- Source records:
—————

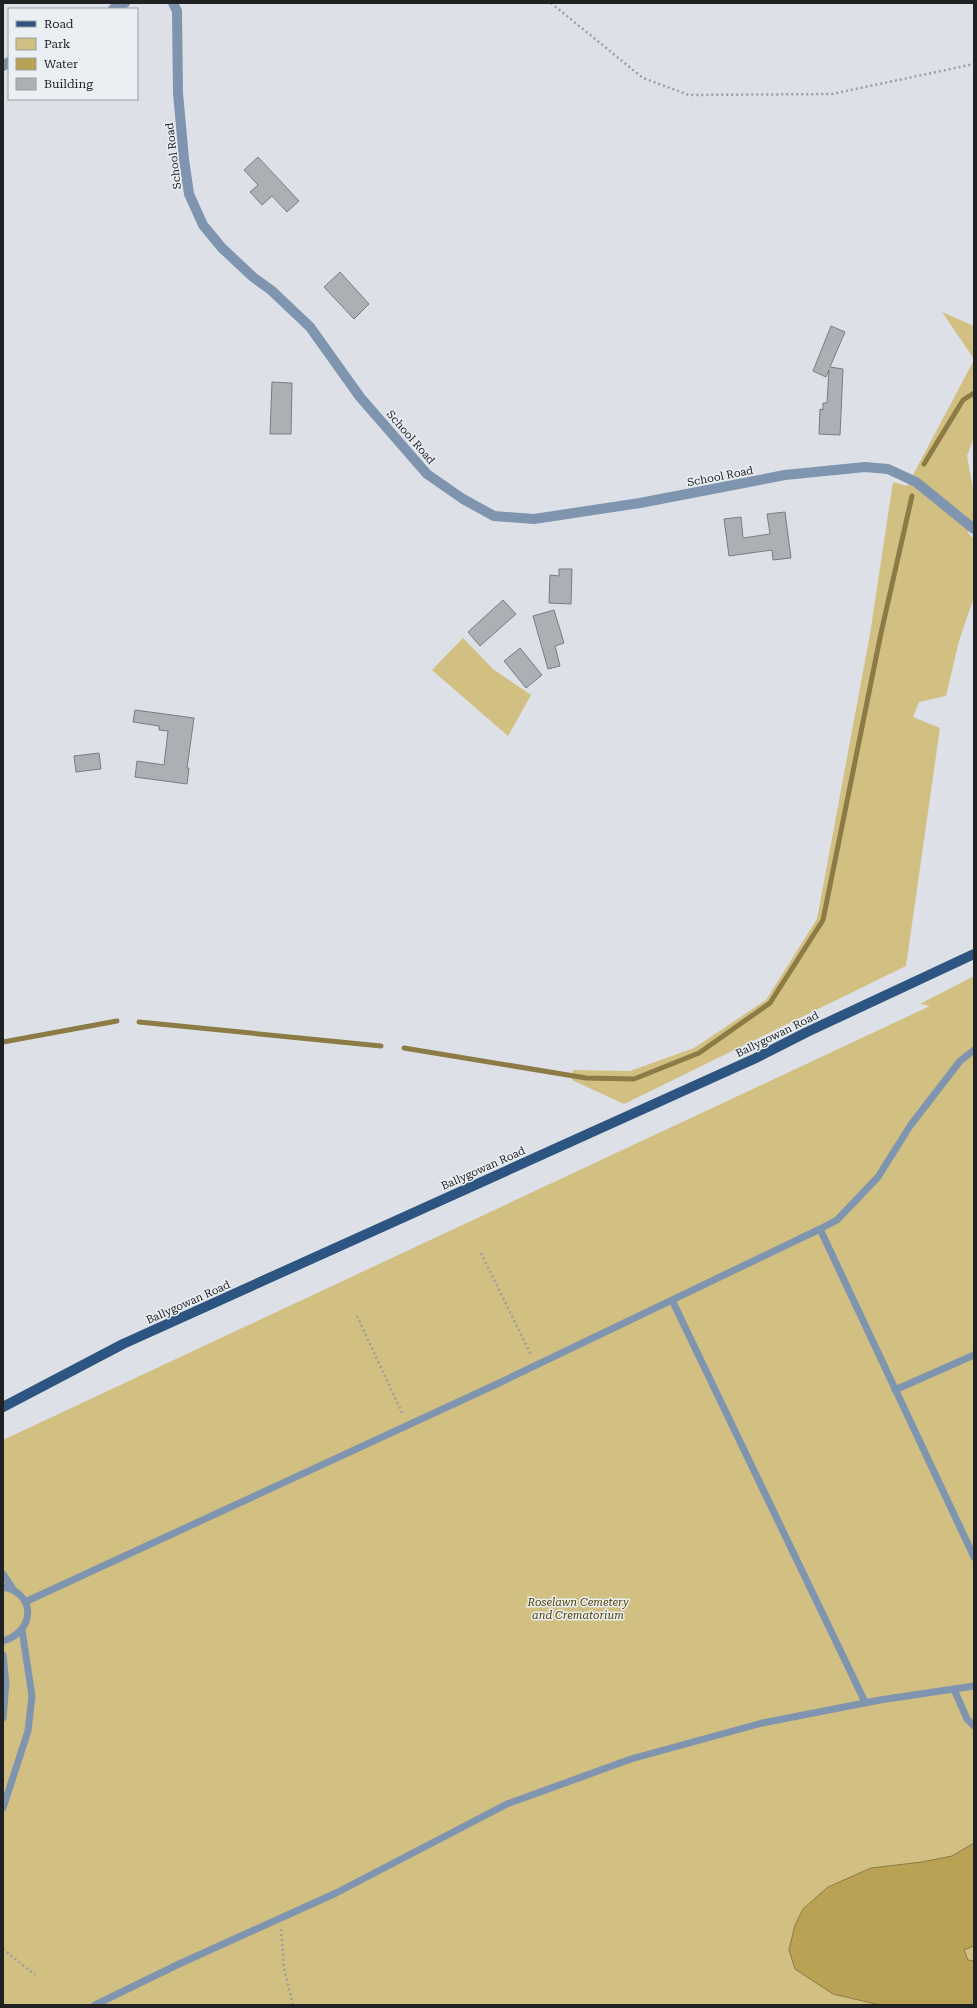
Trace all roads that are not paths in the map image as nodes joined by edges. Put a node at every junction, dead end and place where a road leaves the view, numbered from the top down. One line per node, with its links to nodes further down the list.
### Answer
1 (125, 3): 3 (street)
2 (173, 3): 4 (street, School Road)
3 (115, 8)
4 (974, 529)
5 (974, 954): 11 (main road, Ballygowan Road)
6 (974, 1050): 7 (lane)
7 (820, 1229): 8 (lane); 10 (lane)
8 (672, 1300): 16 (lane); 22 (lane)
9 (974, 1355): 10 (lane)
10 (895, 1390): 12 (lane)
11 (3, 1407)
12 (974, 1557)
13 (3, 1574): 15 (lane)
14 (3, 1587): 15 (lane)
15 (15, 1590): 16 (lane)
16 (25, 1602): 17 (lane)
17 (22, 1630): 18 (lane); 25 (lane)
18 (3, 1641)
19 (3, 1655): 23 (lane)
20 (974, 1686): 21 (lane)
21 (954, 1689): 22 (lane); 24 (lane)
22 (866, 1702): 26 (lane)
23 (3, 1718)
24 (974, 1726)
25 (3, 1808)
26 (94, 2005)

—————

- Task prompt:
Print the records exactly and omit all pictures.

- Written answer:
Trace all roads that are not paths in the map image as nodes joined by edges. Put a node at every junction, dead end and place where a road leaves the view, numbered from the top down. One line per node, with its links to nodes further down the list.
### Answer
1 (125, 3): 3 (street)
2 (173, 3): 4 (street, School Road)
3 (115, 8)
4 (974, 529)
5 (974, 954): 11 (main road, Ballygowan Road)
6 (974, 1050): 7 (lane)
7 (820, 1229): 8 (lane); 10 (lane)
8 (672, 1300): 16 (lane); 22 (lane)
9 (974, 1355): 10 (lane)
10 (895, 1390): 12 (lane)
11 (3, 1407)
12 (974, 1557)
13 (3, 1574): 15 (lane)
14 (3, 1587): 15 (lane)
15 (15, 1590): 16 (lane)
16 (25, 1602): 17 (lane)
17 (22, 1630): 18 (lane); 25 (lane)
18 (3, 1641)
19 (3, 1655): 23 (lane)
20 (974, 1686): 21 (lane)
21 (954, 1689): 22 (lane); 24 (lane)
22 (866, 1702): 26 (lane)
23 (3, 1718)
24 (974, 1726)
25 (3, 1808)
26 (94, 2005)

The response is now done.